Relational Databases for Dummies

Web apps can be split into two major components: a front-end that displays and collects information, and a back-end for storing the information. In this article, I'll demonstrate what a relational database is, and how to properly design your database to store your app's information.

A database stores data in an organized way so that it can be searched and retrieved later. It should contain one or more tables. A table is much like a spreadsheet, in that it's made up of rows and columns. All rows have the same columns, and each column contains the data itself. If it helps, think of your tables in the same way that you would a table in Excel.

Fig. 1

Data can be inserted, retrieved, updated, and deleted from a table. The word, created, is generally used instead of inserted, so, collectively, these four functions are affectionately abbreviated as CRUD.

A relational database is a type of database that organizes data into tables, and links them, based on defined relationships. These relationships enable you to retrieve and combine data from one or more tables with a single query.

But that was just a bunch of words. To truly understand a relational database, you need to make one yourself. Let's get started by getting some real data with which we can work.


Step 1: Get Some Data

In the spirit of the Nettuts+ Twitter clone articles (PHP, Ruby on Rails, Django), let's get some Twitter data. I searched Twitter for "#databases" and took the following sample of ten tweets:

Table 1

full_name username text created_at following_username
"Boris Hadjur" "_DreamLead" "What do you think about #emailing #campaigns #traffic in #USA? Is it a good market nowadays? do you have #databases?" "Tue, 12 Feb 2013 08:43:09 +0000" "Scootmedia", "MetiersInternet"
"Gunnar Svalander" "GunnarSvalander" "Bill Gates Talks Databases, Free Software on Reddit http://t.co/ShX4hZlA #billgates #databases" "Tue, 12 Feb 2013 07:31:06 +0000" "klout", "zillow"
"GE Software" "GEsoftware" "RT @KirkDBorne: Readings in #Databases: excellent reading list, many categories: http://t.co/S6RBUNxq  via @rxin Fascinating." "Tue, 12 Feb 2013 07:30:24 +0000" "DayJobDoc", "byosko"
"Adrian Burch" "adrianburch" "RT @tisakovich: @NimbusData at the @Barclays Big Data conference in San Francisco today, talking #virtualization, #databases, and #flash memory." "Tue, 12 Feb 2013 06:58:22 +0000" "CindyCrawford", "Arjantim"
"Andy Ryder" "AndyRyder5" "http://t.co/D3KOJIvF article about Madden 2013 using AI to prodict the super bowl #databases #bus311" "Tue, 12 Feb 2013 05:29:41 +0000" "MichaelDell", "Yahoo"
"Andy Ryder" "AndyRyder5" "http://t.co/rBhBXjma an article about privacy settings and facebook #databases #bus311" "Tue, 12 Feb 2013 05:24:17 +0000" "MichaelDell", "Yahoo"
"Brett Englebert" "Brett_Englebert" "#BUS311 University of Minnesota's NCFPD is creating #databases to prevent "food fraud." http://t.co/0LsAbKqJ" "Tue, 12 Feb 2013 01:49:19 +0000" "RealSkipBayless", "stephenasmith"
Brett Englebert "Brett_Englebert" "#BUS311 companies might be protecting their production #databases, but what about their backup files? http://t.co/okJjV3Bm" "Tue, 12 Feb 2013 01:31:52 +0000" "RealSkipBayless", "stephenasmith"
"Nimbus Data Systems" "NimbusData" "@NimbusData CEO @tisakovich @BarclaysOnline Big Data conference in San Francisco today, talking #virtualization, #databases,& #flash memory" "Mon, 11 Feb 2013 23:15:05 +0000" "dellock6", "rohitkilam"
"SSWUG.ORG" "SSWUGorg" "Don't forget to sign up for our FREE expo this Friday: #Databases, #BI, and #Sharepoint: What You Need to Know! http://t.co/Ijrqrz29" "Mon, 11 Feb 2013 22:15:37 +0000" "drsql", "steam_games"

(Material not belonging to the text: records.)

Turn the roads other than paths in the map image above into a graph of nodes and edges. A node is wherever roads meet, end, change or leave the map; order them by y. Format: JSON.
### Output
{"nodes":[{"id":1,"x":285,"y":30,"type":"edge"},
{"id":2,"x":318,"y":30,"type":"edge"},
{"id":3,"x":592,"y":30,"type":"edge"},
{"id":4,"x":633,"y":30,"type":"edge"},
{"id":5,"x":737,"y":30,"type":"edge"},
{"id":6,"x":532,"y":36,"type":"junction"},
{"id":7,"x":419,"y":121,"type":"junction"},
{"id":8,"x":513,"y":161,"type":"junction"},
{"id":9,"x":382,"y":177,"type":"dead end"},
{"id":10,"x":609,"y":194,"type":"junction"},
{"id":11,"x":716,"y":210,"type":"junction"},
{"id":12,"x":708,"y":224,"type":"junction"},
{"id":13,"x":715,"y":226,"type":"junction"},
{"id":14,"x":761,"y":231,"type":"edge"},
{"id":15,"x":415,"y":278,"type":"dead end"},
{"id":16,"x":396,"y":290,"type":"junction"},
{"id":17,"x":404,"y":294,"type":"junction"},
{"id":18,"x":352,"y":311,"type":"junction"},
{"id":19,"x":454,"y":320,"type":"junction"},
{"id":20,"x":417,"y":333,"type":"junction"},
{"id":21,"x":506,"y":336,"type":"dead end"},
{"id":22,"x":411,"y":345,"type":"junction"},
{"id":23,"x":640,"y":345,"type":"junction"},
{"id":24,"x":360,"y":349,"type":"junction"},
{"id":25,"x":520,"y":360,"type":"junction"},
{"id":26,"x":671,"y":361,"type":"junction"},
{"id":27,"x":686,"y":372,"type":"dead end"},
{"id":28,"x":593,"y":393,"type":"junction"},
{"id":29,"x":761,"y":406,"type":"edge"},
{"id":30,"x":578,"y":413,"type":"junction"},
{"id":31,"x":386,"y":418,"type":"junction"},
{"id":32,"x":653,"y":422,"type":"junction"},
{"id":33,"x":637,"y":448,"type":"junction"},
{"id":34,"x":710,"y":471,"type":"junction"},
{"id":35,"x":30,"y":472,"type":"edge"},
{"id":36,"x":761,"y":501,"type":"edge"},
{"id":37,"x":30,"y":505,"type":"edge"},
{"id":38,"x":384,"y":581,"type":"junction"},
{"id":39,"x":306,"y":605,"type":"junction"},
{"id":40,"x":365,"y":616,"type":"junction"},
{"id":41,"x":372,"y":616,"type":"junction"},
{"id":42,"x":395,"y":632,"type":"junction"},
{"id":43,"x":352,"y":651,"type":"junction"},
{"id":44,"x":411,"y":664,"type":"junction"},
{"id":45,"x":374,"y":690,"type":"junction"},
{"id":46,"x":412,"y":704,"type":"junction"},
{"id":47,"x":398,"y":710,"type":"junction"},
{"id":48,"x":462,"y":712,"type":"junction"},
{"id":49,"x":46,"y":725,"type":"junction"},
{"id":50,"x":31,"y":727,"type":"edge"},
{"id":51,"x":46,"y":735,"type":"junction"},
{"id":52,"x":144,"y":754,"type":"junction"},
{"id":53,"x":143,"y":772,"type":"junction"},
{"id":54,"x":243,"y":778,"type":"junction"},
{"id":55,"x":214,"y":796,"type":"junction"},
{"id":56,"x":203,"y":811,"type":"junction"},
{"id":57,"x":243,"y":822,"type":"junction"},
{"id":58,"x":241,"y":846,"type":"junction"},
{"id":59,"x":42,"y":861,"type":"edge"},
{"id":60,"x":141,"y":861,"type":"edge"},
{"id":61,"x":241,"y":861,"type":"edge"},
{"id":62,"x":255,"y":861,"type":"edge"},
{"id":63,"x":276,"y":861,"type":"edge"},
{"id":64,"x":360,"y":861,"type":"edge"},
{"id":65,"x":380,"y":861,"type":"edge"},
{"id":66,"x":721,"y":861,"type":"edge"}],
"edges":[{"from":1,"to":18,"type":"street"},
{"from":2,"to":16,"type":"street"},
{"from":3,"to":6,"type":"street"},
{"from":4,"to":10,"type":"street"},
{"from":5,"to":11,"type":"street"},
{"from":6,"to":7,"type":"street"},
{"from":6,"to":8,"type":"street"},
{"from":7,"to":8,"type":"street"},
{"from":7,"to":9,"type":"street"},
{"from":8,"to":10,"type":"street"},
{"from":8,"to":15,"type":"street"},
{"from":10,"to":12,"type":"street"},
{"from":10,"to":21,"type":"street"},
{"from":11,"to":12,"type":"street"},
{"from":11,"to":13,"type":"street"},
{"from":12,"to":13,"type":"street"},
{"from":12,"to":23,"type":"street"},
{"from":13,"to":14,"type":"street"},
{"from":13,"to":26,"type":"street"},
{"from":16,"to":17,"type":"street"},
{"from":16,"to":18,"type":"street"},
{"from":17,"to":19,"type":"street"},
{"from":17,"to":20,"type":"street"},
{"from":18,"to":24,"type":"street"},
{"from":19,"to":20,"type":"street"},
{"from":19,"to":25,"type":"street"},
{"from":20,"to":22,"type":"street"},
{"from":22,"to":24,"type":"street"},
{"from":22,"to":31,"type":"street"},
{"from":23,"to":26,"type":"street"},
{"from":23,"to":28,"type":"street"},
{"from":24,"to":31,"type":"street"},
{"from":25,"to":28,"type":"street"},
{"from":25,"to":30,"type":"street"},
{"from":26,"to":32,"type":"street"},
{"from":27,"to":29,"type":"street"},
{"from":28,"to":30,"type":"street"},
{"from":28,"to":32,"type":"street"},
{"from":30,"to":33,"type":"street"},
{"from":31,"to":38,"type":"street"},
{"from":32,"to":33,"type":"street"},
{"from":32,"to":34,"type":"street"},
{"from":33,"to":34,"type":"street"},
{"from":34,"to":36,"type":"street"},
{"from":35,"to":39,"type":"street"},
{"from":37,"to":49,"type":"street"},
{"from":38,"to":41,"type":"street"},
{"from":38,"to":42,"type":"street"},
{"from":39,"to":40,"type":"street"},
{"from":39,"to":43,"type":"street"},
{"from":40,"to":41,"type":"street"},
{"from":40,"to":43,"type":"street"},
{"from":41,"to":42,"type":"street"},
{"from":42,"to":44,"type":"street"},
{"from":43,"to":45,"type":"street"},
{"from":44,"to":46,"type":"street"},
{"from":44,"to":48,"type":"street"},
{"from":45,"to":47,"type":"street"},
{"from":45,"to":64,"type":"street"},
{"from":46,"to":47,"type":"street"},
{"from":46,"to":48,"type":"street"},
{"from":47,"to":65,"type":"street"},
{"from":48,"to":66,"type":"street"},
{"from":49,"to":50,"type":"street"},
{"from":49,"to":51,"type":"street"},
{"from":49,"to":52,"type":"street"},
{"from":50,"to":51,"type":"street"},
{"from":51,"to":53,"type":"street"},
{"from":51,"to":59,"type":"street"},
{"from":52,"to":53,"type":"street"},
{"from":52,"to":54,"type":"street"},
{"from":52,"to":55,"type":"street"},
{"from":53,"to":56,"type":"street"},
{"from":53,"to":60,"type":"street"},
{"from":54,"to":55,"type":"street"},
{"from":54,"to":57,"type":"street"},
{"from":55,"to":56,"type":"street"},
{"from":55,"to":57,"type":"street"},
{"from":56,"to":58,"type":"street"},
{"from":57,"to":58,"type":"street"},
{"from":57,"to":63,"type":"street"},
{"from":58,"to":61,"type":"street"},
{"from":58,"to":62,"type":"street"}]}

Here's what each column name means:

MySQL is used at just about every Internet company you have heard of.

  • full_name: The user's full name
  • username: The Twitter handle
  • text: The tweet itself
  • created_at: The timestamp of the tweet
  • following_username: A list of people this user follows, separated by commas. For briefness, I limited the list length to two

This is all real data; you can search Twitter and actually find these tweets.

This is good. The data is all in one place; so it's easy to find, right? Not exactly. There are a couple problems with this table. First, there is repetitive data across columns. The "username" and "following_username" columns are repetitive, because both contain the same type of data — Twitter handles. There is another form of repetition within the "following_username" column. Fields should only contain one value, but each of the "following_username" fields contain two.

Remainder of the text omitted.